TASK: The response must consist of each line in the listing that has the word "thumb" in it.

DATASET:
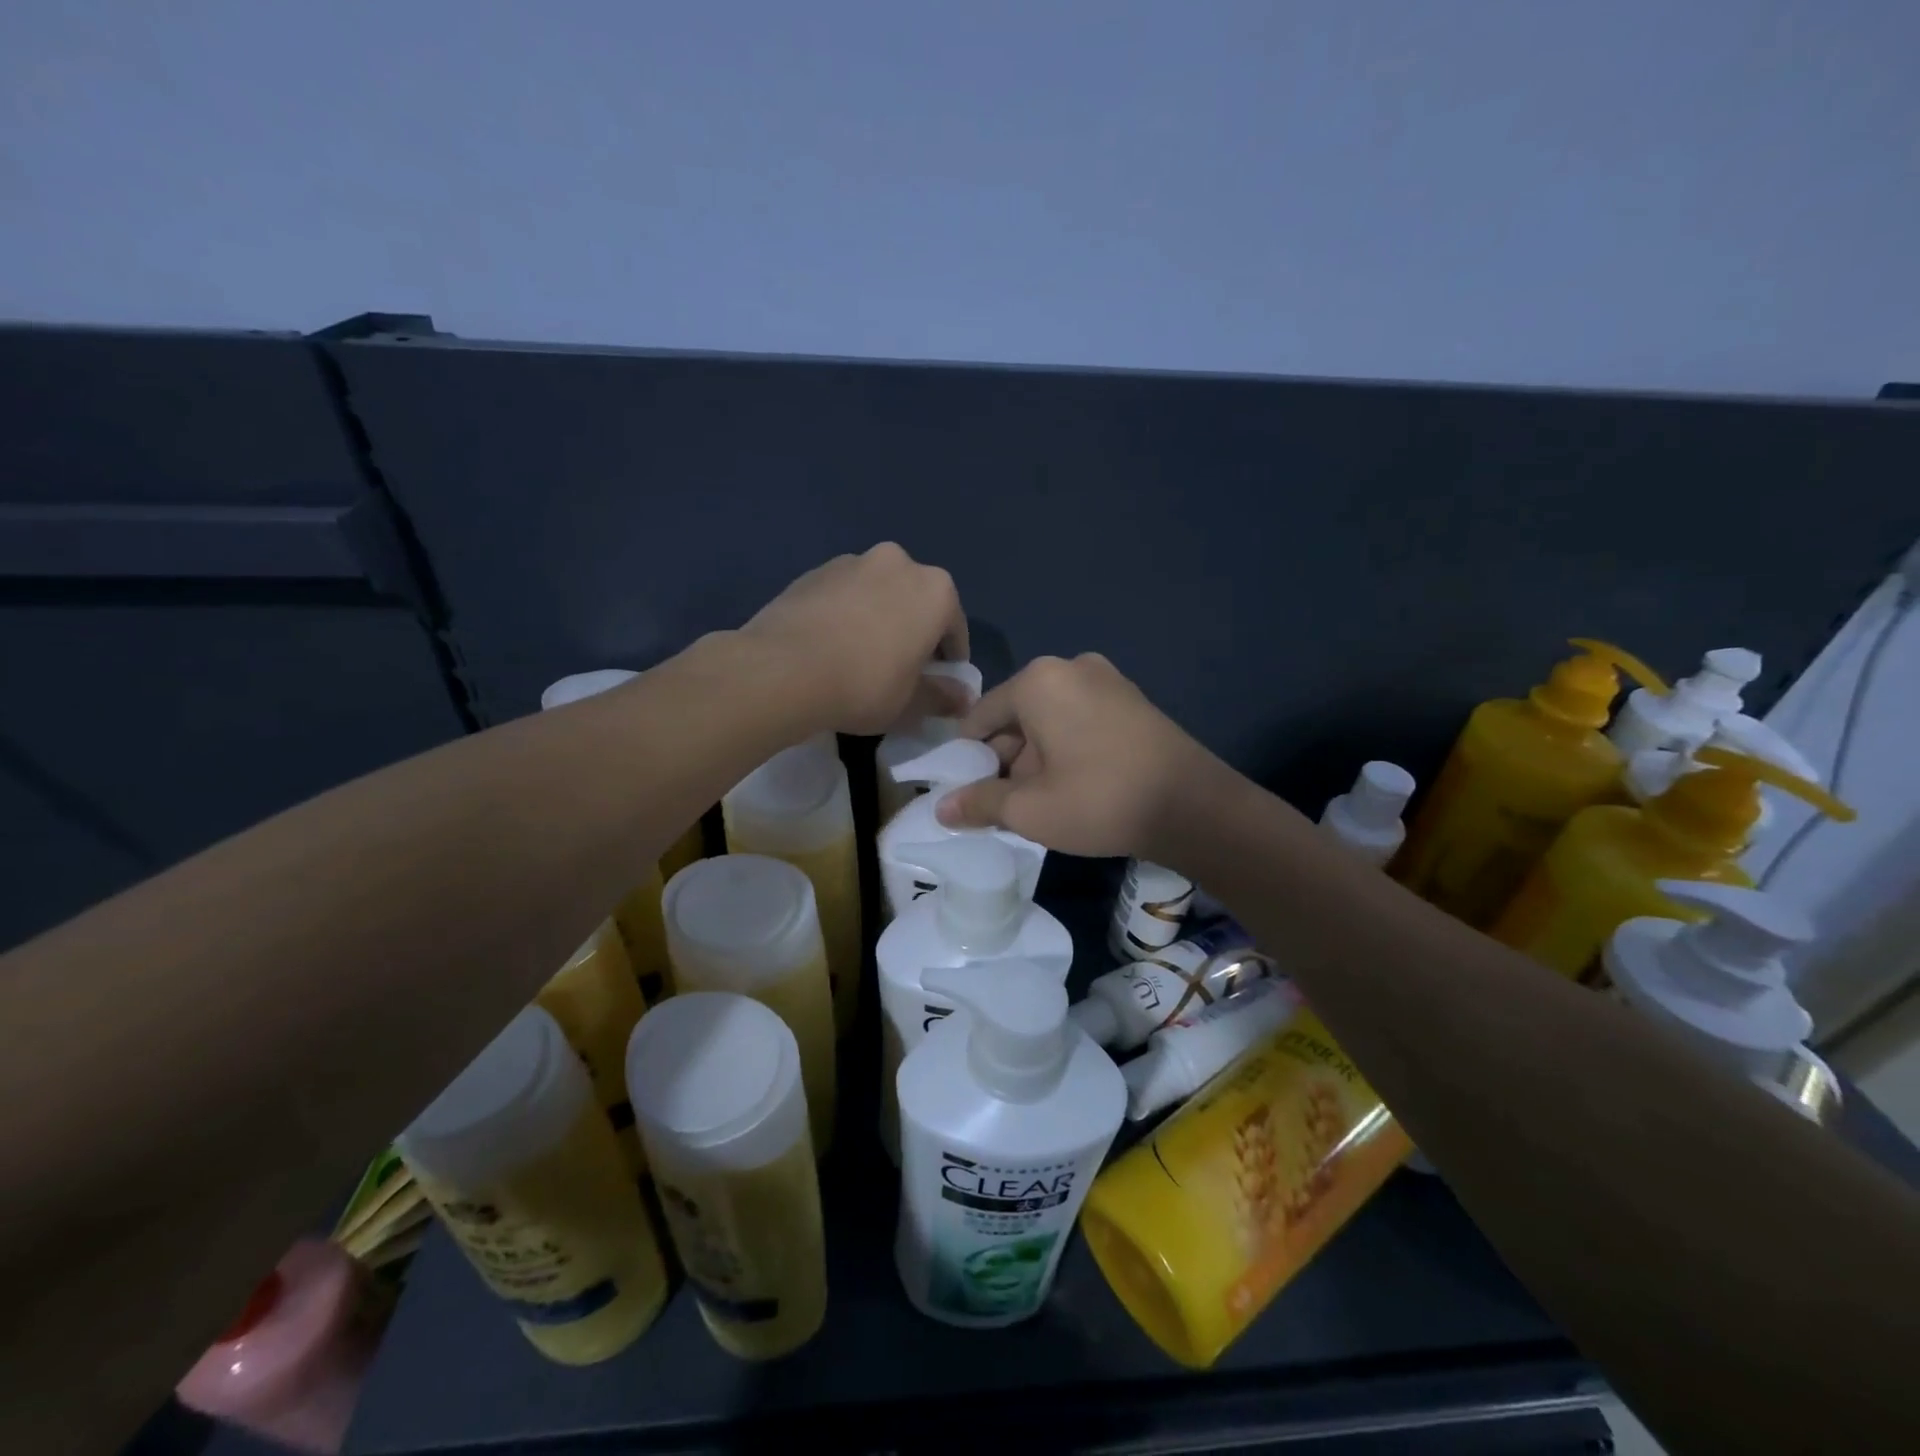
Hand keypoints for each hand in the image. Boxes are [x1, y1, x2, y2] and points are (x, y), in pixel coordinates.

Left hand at [740, 543, 969, 734]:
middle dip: (913, 631)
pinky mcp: (813, 572)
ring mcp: (852, 562)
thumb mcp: (910, 703)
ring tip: (859, 657)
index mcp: (935, 590)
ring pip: (878, 594)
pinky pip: (843, 596)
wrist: (782, 670)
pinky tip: (830, 647)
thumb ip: (941, 697)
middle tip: (900, 669)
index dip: (949, 660)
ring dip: (878, 618)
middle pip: (915, 602)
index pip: (954, 628)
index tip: (938, 683)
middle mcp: (898, 563)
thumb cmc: (864, 686)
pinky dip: (845, 615)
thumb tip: (963, 699)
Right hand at [935, 653, 1230, 858]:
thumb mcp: (1029, 809)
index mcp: (1038, 681)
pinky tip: (1074, 785)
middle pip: (1017, 716)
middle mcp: (1070, 667)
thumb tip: (941, 809)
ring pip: (1049, 719)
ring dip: (1036, 757)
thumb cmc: (1099, 800)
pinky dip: (1066, 748)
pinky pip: (1080, 719)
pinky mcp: (1132, 699)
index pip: (981, 717)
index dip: (967, 757)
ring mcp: (1107, 679)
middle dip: (1005, 759)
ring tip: (1041, 802)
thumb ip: (979, 803)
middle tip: (1005, 804)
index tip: (965, 791)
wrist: (1194, 806)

SOLUTION:
thumb mcp: (910, 703)
thumb ip: (941, 697)
thumb cmc: (864, 686)
thumb tip: (963, 699)
thumb mcp: (1029, 809)
thumb tip: (941, 809)
thumb cmc: (1099, 800)
thumb ip: (979, 803)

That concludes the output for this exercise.